ASSIGNMENT: Read the data below line by line and copy each one with "AVENUE" in it.
── RECORDED INFORMATION ──
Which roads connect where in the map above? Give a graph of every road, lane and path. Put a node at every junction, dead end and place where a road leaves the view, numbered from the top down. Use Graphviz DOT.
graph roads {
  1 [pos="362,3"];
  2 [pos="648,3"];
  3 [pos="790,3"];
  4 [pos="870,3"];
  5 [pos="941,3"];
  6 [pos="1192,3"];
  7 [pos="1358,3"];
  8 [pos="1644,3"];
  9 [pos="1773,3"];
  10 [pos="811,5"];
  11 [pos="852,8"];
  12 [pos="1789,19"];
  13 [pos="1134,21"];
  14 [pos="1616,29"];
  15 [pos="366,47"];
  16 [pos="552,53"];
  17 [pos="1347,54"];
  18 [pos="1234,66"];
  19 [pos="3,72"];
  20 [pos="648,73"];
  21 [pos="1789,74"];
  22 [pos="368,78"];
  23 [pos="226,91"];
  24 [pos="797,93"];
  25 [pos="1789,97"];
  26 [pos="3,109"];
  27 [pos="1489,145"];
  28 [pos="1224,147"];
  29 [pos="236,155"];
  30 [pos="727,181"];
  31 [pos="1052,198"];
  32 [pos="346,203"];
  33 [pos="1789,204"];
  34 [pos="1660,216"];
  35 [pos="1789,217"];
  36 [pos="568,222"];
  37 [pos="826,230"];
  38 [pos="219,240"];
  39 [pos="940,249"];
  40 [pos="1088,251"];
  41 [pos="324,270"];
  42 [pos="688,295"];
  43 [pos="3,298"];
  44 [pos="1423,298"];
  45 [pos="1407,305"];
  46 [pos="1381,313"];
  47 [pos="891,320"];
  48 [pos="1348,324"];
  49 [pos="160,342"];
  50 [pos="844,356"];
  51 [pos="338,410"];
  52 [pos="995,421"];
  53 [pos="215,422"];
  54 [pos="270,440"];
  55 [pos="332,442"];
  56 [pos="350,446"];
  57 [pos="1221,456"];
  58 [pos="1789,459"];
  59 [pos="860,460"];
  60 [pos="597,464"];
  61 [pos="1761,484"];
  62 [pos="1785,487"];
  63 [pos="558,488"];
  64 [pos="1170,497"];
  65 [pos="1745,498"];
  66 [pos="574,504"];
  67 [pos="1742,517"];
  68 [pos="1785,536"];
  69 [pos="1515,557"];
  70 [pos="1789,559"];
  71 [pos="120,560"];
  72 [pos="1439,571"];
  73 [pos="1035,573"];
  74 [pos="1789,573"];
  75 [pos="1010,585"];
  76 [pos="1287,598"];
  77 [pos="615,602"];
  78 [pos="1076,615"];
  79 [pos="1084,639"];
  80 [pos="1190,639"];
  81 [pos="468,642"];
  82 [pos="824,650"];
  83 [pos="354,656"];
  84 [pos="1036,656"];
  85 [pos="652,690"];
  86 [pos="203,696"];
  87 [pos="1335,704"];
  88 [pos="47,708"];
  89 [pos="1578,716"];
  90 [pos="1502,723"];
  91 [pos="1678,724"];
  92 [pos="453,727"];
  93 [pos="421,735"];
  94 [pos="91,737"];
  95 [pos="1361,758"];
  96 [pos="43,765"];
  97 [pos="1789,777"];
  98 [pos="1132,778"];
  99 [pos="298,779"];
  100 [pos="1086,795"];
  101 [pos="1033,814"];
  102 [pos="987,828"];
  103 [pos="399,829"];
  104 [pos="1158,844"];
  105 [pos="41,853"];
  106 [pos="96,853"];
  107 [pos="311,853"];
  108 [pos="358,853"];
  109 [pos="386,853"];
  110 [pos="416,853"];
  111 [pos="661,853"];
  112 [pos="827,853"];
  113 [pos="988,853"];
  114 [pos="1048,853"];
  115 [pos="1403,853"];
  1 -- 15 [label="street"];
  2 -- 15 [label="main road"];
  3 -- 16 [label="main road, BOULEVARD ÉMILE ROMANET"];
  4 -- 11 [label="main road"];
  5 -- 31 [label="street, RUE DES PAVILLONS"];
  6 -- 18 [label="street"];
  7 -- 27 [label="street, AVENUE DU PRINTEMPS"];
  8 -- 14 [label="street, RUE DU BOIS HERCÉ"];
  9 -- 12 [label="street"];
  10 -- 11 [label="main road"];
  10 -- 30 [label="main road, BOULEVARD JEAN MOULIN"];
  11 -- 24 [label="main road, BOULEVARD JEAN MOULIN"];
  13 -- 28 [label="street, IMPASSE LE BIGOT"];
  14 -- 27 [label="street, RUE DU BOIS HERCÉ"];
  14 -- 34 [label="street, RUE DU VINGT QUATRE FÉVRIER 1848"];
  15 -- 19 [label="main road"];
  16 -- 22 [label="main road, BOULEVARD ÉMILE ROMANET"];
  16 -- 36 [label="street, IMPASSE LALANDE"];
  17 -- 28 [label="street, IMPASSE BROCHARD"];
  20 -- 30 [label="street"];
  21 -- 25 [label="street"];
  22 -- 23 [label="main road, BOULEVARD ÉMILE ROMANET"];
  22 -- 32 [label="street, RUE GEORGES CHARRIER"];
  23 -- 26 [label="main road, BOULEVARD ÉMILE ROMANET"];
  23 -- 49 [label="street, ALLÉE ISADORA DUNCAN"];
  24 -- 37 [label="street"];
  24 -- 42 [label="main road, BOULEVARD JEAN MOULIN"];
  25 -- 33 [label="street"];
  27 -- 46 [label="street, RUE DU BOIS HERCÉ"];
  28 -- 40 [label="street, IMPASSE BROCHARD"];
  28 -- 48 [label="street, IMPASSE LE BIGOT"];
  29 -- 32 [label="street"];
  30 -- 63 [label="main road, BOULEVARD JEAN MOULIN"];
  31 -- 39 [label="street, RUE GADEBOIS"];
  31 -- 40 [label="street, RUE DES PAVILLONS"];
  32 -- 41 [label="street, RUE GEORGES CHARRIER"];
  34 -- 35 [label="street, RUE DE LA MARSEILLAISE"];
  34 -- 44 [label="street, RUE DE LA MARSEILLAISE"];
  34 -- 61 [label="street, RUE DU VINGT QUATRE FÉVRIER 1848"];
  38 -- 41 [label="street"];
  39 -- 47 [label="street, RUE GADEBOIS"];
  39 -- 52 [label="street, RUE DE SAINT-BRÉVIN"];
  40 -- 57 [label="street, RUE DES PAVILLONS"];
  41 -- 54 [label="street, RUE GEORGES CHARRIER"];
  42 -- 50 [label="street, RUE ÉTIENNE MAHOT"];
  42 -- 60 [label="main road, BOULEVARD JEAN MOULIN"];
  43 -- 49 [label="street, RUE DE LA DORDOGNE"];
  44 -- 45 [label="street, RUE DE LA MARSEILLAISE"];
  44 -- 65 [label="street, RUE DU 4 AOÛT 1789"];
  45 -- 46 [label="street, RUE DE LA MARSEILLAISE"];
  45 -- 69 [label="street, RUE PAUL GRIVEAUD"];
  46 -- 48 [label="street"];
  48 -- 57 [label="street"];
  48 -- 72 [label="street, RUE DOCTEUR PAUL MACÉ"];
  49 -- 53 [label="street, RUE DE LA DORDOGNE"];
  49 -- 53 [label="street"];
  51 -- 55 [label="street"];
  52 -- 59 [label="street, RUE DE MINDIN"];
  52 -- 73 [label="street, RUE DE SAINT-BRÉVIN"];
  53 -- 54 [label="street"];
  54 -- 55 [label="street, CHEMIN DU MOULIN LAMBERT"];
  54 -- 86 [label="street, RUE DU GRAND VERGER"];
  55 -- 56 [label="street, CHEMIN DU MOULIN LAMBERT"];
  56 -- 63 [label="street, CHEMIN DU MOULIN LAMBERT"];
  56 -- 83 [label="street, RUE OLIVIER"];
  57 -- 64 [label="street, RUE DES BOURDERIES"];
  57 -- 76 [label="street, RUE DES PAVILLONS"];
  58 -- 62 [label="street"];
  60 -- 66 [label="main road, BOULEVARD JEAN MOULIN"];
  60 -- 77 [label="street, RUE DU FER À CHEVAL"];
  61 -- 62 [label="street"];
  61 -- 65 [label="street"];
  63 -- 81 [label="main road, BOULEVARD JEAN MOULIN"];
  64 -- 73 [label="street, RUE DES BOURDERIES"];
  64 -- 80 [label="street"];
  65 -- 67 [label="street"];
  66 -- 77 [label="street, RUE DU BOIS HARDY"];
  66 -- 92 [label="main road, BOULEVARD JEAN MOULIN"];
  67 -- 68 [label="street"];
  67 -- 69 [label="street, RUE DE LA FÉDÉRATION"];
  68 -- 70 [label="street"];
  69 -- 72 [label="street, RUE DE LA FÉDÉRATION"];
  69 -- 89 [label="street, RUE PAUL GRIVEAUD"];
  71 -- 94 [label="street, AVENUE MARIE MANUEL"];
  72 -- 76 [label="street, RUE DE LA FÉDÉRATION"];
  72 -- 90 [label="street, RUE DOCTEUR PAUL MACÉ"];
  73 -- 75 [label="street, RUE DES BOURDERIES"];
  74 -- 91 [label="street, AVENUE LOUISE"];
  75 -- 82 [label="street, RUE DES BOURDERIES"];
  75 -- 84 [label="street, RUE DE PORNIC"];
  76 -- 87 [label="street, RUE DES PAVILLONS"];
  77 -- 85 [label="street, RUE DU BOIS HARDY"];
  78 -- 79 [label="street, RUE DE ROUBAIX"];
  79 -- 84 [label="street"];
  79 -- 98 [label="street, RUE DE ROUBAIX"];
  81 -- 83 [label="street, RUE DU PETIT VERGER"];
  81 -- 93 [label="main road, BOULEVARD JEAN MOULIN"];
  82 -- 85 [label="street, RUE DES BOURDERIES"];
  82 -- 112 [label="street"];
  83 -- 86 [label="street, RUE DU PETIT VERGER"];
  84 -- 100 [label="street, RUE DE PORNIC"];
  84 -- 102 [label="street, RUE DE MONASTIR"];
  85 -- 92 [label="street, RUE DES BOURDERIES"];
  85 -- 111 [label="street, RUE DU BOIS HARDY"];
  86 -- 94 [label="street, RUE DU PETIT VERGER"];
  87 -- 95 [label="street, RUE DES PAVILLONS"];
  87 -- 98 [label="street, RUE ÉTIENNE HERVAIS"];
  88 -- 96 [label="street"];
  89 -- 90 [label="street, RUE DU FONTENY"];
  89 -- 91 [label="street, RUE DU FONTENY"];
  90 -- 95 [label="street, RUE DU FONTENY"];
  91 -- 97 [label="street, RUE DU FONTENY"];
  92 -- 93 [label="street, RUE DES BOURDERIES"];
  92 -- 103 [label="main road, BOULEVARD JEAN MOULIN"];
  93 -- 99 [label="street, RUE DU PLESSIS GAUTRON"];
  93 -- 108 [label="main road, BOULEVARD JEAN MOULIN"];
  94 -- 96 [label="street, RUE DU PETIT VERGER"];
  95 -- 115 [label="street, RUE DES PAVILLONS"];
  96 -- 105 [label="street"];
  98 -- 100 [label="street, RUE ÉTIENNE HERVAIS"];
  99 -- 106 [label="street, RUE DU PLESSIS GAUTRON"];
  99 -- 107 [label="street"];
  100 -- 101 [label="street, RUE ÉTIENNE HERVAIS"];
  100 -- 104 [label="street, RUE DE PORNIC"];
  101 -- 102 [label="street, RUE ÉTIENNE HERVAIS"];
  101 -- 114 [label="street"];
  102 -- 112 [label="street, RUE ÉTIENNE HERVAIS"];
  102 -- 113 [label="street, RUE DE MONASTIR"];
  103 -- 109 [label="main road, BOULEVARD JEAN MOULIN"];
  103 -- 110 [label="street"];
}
───
SOLUTION TO THE EXERCISE:
  7 -- 27 [label="street, AVENUE DU PRINTEMPS"];
  71 -- 94 [label="street, AVENUE MARIE MANUEL"];
  74 -- 91 [label="street, AVENUE LOUISE"];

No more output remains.